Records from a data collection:
-*-
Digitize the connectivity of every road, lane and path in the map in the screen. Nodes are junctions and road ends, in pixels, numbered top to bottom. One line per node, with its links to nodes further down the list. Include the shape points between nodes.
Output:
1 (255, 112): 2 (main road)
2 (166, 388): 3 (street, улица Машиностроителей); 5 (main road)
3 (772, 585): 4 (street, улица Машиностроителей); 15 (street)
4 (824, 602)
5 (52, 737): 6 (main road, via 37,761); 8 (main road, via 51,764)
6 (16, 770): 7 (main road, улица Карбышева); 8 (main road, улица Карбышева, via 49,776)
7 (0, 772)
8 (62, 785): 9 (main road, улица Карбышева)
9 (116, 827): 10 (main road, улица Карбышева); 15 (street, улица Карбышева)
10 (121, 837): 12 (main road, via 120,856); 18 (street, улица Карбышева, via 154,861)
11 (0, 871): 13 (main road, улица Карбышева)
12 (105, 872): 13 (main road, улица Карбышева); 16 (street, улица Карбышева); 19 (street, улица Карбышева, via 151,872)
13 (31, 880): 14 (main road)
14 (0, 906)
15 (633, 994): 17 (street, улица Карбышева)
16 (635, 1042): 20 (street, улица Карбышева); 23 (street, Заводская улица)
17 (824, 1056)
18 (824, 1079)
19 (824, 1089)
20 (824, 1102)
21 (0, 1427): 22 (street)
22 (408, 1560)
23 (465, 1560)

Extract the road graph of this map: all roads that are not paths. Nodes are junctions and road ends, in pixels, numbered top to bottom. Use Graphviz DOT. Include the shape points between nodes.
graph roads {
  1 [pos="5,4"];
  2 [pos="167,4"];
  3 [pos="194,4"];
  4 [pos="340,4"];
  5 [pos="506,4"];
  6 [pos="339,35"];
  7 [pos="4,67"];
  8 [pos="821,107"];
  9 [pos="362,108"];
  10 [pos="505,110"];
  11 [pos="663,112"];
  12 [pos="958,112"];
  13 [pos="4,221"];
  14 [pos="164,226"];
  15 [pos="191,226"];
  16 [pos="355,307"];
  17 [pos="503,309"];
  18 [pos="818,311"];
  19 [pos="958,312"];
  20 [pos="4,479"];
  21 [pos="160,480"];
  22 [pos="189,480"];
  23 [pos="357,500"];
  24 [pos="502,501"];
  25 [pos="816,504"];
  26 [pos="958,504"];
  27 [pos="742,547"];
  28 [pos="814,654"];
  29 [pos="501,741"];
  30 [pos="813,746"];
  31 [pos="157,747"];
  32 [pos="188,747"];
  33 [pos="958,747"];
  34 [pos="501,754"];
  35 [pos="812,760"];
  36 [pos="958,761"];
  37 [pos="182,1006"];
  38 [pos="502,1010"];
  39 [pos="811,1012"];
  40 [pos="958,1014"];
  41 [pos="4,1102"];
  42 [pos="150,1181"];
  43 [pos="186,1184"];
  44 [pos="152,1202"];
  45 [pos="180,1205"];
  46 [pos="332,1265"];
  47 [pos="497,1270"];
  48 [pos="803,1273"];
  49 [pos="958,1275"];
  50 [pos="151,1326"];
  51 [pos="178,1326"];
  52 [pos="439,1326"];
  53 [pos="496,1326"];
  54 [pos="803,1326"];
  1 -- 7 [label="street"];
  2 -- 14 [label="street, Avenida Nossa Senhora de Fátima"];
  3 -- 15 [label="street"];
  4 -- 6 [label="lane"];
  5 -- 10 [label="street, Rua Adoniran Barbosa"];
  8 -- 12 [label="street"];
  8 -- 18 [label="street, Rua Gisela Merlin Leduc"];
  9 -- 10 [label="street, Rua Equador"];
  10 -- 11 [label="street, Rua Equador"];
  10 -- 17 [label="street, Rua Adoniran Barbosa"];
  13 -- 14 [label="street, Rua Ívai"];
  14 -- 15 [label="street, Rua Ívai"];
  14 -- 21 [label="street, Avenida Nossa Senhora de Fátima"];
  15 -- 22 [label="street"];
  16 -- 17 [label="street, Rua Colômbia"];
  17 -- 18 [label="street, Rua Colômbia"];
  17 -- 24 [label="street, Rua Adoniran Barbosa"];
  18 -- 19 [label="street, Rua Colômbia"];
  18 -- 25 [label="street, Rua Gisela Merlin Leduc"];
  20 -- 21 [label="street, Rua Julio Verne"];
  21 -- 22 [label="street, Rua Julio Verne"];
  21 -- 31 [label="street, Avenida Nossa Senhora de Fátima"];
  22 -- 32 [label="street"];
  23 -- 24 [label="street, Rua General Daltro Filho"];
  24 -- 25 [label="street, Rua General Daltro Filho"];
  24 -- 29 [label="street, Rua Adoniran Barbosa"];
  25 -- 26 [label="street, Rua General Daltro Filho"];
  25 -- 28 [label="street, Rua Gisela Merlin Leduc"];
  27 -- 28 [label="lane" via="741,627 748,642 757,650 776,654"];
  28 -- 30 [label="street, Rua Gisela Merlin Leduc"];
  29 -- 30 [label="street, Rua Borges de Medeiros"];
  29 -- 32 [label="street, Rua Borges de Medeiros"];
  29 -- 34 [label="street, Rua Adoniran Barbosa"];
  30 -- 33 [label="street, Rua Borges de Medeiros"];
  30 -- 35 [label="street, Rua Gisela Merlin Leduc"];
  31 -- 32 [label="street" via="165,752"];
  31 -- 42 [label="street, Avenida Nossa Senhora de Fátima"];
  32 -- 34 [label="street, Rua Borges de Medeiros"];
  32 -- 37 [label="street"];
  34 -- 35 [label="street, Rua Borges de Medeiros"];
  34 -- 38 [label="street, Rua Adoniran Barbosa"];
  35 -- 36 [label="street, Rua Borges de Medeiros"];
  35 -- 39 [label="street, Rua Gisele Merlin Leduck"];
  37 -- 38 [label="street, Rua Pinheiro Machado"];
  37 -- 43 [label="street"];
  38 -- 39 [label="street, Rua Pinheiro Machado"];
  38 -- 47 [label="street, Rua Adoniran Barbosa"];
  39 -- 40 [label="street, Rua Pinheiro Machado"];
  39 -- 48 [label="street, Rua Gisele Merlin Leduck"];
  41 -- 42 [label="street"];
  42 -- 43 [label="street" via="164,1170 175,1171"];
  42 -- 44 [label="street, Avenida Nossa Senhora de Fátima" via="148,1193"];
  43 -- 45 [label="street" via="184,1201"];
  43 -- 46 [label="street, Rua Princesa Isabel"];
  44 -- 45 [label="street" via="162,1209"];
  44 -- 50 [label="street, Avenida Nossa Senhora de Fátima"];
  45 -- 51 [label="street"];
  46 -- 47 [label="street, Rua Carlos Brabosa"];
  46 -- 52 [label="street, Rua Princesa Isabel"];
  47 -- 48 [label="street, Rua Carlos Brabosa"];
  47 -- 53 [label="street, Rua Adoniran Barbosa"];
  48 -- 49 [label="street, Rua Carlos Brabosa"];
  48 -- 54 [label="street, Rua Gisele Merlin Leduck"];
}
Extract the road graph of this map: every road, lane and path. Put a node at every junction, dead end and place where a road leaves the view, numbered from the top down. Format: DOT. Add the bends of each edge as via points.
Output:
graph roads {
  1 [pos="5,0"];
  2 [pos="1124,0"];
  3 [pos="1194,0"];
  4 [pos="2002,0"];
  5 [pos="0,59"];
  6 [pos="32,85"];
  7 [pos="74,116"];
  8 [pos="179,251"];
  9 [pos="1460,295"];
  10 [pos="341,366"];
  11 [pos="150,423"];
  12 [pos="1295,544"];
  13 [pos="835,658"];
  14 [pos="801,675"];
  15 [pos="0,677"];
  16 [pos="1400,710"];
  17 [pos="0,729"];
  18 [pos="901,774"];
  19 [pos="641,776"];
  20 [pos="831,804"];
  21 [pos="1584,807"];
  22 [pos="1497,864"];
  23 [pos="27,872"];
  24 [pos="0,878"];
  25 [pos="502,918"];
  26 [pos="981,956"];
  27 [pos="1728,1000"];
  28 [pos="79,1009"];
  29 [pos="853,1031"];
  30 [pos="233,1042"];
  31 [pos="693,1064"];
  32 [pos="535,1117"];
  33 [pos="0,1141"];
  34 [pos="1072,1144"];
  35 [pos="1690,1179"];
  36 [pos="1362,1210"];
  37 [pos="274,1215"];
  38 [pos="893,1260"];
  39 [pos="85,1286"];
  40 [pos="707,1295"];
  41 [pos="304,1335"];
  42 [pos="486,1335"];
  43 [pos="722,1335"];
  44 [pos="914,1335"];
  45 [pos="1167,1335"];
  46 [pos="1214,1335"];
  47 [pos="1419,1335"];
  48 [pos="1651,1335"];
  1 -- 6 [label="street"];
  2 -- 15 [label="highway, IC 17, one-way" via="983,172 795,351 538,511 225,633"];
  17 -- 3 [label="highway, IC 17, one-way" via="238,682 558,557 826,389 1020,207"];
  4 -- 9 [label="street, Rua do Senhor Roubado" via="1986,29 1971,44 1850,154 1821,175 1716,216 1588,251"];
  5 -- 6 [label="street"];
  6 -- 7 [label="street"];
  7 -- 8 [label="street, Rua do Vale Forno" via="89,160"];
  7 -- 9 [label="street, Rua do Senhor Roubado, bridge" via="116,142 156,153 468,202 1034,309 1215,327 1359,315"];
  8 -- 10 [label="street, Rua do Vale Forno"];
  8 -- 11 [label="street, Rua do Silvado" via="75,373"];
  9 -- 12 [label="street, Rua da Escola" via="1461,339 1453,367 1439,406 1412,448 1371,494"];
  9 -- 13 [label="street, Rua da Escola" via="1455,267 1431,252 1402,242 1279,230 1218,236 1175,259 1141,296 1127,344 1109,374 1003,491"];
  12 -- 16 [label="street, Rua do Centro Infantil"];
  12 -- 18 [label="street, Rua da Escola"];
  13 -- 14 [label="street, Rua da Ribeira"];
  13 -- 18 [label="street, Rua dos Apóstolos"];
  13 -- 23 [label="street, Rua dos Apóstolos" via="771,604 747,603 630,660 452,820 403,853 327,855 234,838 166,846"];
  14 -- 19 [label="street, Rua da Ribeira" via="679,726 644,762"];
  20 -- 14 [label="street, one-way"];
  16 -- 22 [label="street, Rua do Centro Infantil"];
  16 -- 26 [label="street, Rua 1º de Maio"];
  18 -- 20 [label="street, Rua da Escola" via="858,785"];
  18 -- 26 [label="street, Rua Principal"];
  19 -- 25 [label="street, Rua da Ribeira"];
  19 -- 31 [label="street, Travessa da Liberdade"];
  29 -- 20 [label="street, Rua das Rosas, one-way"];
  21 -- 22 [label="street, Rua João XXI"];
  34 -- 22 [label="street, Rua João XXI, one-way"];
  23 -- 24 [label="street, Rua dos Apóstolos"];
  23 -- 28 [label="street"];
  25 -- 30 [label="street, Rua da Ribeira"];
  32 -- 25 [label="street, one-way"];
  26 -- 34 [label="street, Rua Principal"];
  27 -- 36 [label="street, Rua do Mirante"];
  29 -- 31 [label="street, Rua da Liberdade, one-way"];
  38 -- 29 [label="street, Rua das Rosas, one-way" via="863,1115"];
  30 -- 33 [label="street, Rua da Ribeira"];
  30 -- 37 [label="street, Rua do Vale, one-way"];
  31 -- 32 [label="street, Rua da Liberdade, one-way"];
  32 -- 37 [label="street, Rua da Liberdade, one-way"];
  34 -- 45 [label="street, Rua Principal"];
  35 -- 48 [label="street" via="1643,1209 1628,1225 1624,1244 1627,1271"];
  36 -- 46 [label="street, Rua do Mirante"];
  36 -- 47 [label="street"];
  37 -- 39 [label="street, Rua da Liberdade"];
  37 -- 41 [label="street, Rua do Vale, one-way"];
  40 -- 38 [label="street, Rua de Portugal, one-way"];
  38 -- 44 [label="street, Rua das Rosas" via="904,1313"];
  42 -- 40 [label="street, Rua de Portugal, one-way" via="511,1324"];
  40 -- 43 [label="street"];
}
-*-
_Exercise prompt_
Say how many lines in the records hold the string "nodes", please, and add no other words.

_Response to the task_
2